**TO DO**
Reply with one number, the count of lines below that contain the string "highway".

**RECORD EXCERPTS**
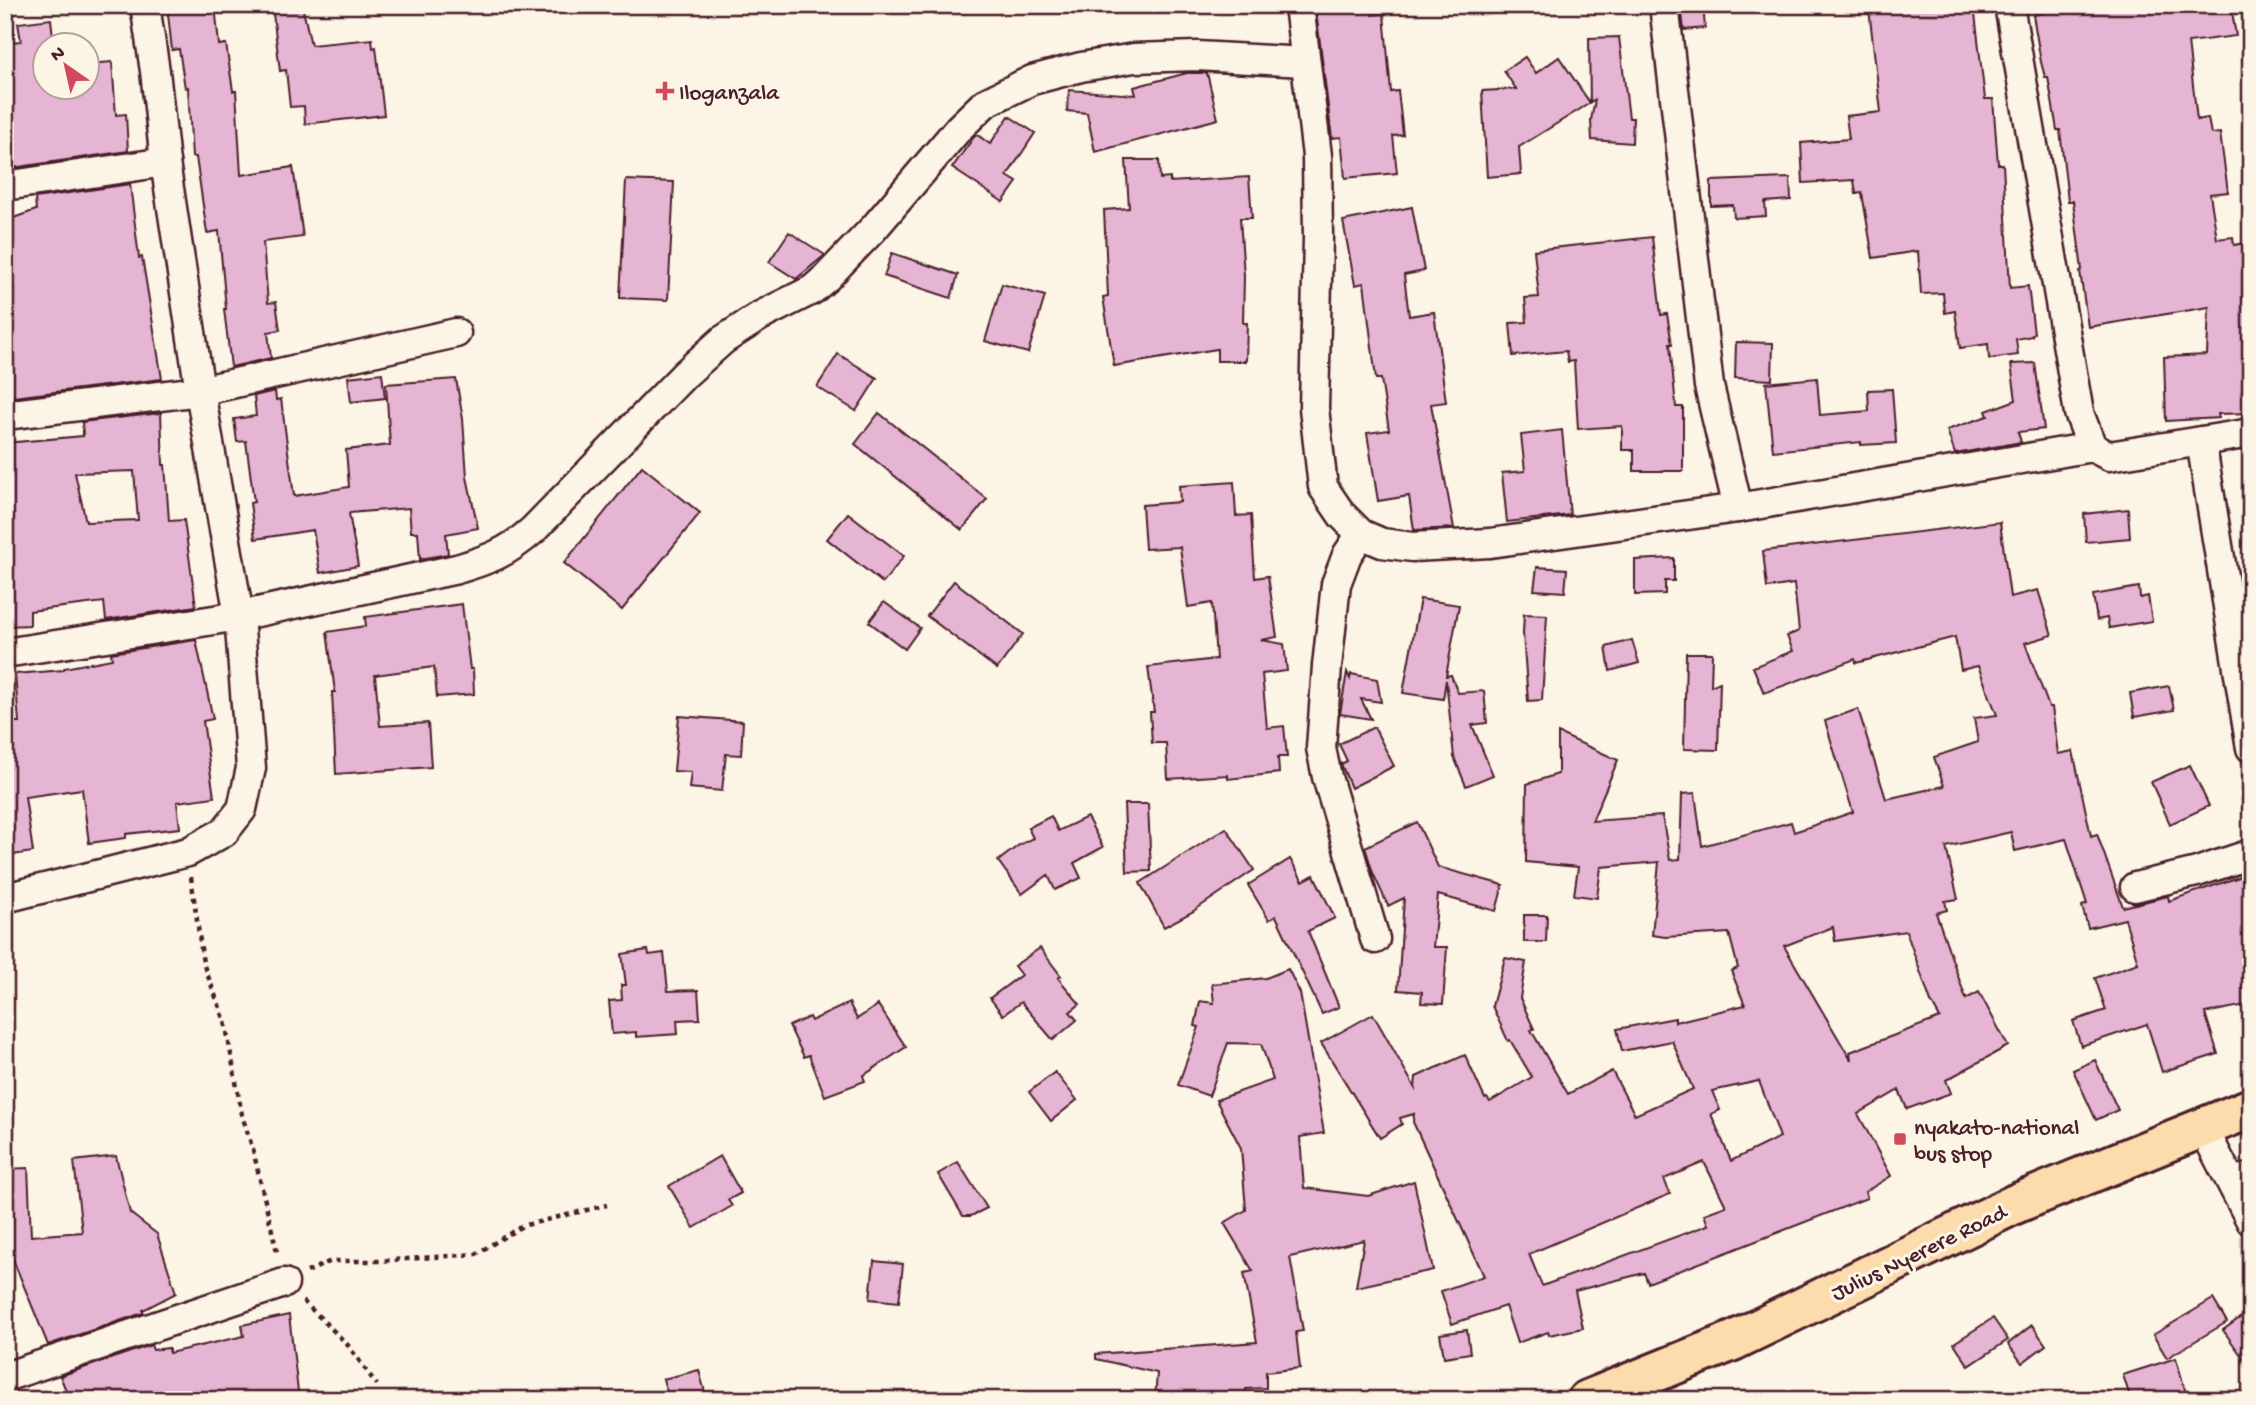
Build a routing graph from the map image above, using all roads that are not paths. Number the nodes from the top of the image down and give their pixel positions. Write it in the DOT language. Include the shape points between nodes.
graph roads {
  1 [pos="145,5"];
  2 [pos="1299,5"];
  3 [pos="1664,5"];
  4 [pos="2009,5"];
  5 [pos="1306,62"];
  6 [pos="165,162"];
  7 [pos="5,186"];
  8 [pos="456,333"];
  9 [pos="200,391"];
  10 [pos="5,415"];
  11 [pos="2251,433"];
  12 [pos="2201,441"];
  13 [pos="2092,447"];
  14 [pos="1738,508"];
  15 [pos="1361,534"];
  16 [pos="239,616"];
  17 [pos="5,653"];
  18 [pos="2251,748"];
  19 [pos="2251,854"];
  20 [pos="2135,887"];
  21 [pos="5,898"];
  22 [pos="1375,939"];
  23 [pos="2251,1108"];
  24 [pos="2203,1128"];
  25 [pos="2239,1172"];
  26 [pos="2251,1221"];
  27 [pos="284,1283"];
  28 [pos="5,1377"];
  29 [pos="1587,1400"];
  1 -- 6 [label="street"];
  2 -- 5 [label="street"];
  3 -- 14 [label="street" via="1709,386"];
  4 -- 13 [label="street" via="2079,413"];
  5 -- 15 [label="street" via="1317,156 1314,408 1323,486"];
  5 -- 16 [label="street" via="1134,58 1031,80 985,103 827,277 723,340 512,548 457,569"];
  6 -- 7 [label="street"];
  6 -- 9 [label="street"];
  8 -- 9 [label="street"];
  9 -- 10 [label="street"];
  9 -- 16 [label="street"];
  11 -- 12 [label="street"];
  12 -- 13 [label="street" via="2109,456"];
  12 -- 18 [label="street"];
  13 -- 14 [label="street"];
  14 -- 15 [label="street" via="1490,543 1412,547 1382,543"];
  15 -- 22 [label="street" via="1336,584 1321,748"];
  16 -- 17 [label="street"];
  16 -- 21 [label="street" via="251,768 242,809 224,832 188,852"];
  19 -- 20 [label="street"];
  23 -- 24 [label="highway, Julius Nyerere Road"];
  24 -- 25 [label="street"];
  24 -- 29 [label="highway, Julius Nyerere Road" via="2015,1204 1733,1341"];
  25 -- 26 [label="street"];
  27 -- 28 [label="street"];
}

**RESPONSE**
2